Während die westlichen Länder gegen eine hartnäckig hohe Inflation kämpfen, wächst in China sogar die Sorge angesichts einer potenziellen Deflation. Die Erzeugerpreise fielen nun schon zum neunten Mal in Folge, im Juli sogar so stark wie zuletzt im Dezember 2015. Die Inflation liegt bei null Prozent. Eine angenehme Situation für Konsumentinnen und Konsumenten, denn das Geld behält seinen Wert. Allerdings bremsen die sinkenden Preise zuerst Produktion und Nachfrage, danach Löhne und Investitionen. Es droht die berühmte Abwärtsspirale: Warum heute ein Produkt kaufen, wenn es morgen günstiger ist. 

Nachdem das Land im Dezember seine strengen Corona-Beschränkungen aufgehoben hatte, startete die chinesische Wirtschaft zunächst optimistisch in das neue Jahr. Von dieser Zuversicht ist nicht mehr allzu viel übrig. Um die drohende Deflation aufzuhalten, muss die Regierung in Peking die Nachfrage ankurbeln.
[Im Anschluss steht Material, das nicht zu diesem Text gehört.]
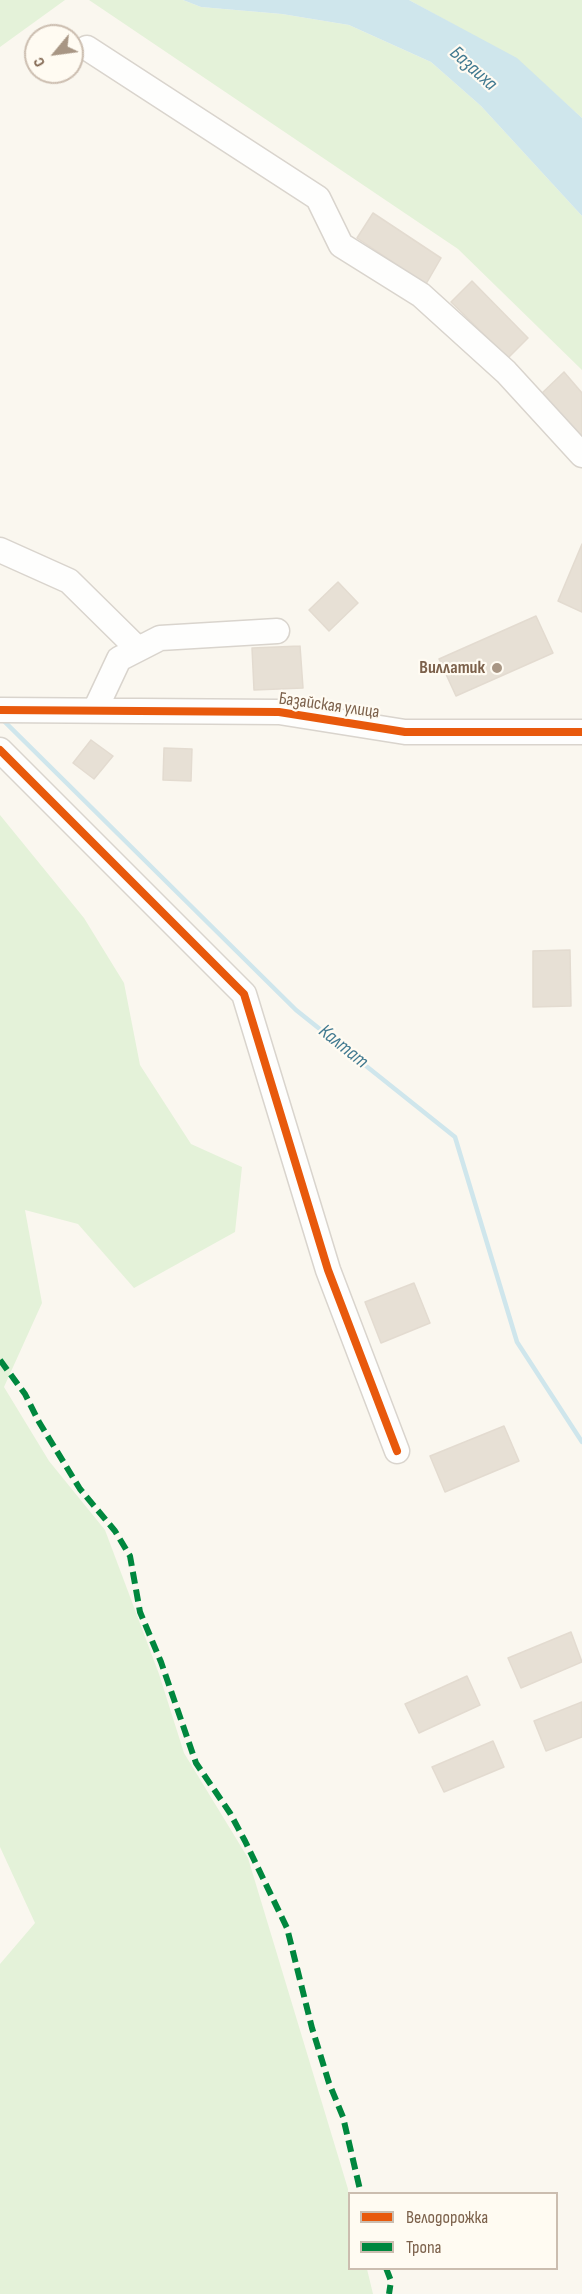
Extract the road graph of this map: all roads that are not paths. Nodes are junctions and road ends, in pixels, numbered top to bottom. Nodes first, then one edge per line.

Kein einfaches Projekt, denn in der Bevölkerung macht sich allmählich Pessimismus breit, und nach der schwierigen Corona-Zeit sind auch die Ersparnisse vieler Familien aufgebraucht. Was die Hoffnung schwinden lässt, dass Haushalte ihre Ersparnisse nach dem Ende der Restriktionen ausgeben.

"Jahr zum Vergessen"

Viele Experten spekulieren darauf, dass Regierung und Zentralbank versuchen werden, der Konjunktur mit neuen Hilfen auf die Sprünge zu helfen. "Wir erwarten in den kommenden Monaten eine Lockerung der Geldpolitik und gezielte fiskalische Unterstützung für Schlüsselbranchen, darunter Immobilien und Baugewerbe", heißt es bei Goldman Sachs. "Aber diese zusätzliche Unterstützung wird kein Allheilmittel sein. 2023 sieht für China zunehmend wie ein Jahr zum Vergessen aus." Auch die Ökonomin Carol Kong von der Commonwealth Bank of Australia prognostiziert China einen maximal stockenden Aufschwung: "Die Daten signalisieren, dass Chinas Nach-Corona-Boom eindeutig vorbei ist."

Weniger Exporte und Jugendarbeitslosigkeit

Die exportgetriebene Volkswirtschaft leidet vor allem unter der schwachen globalen Nachfrage, einem kriselnden Immobilienmarkt, der ein Viertel der Wirtschaft ausmacht, sowie dem anhaltend niedrigen Binnenkonsum. Bereits vergangene Woche wurde bekannt, dass Chinas Exporte im Juni um mehr als zwölf Prozent zurückgegangen waren. 

Der Exportweltmeister leidet unter der schwächelnden Nachfrage im Ausland.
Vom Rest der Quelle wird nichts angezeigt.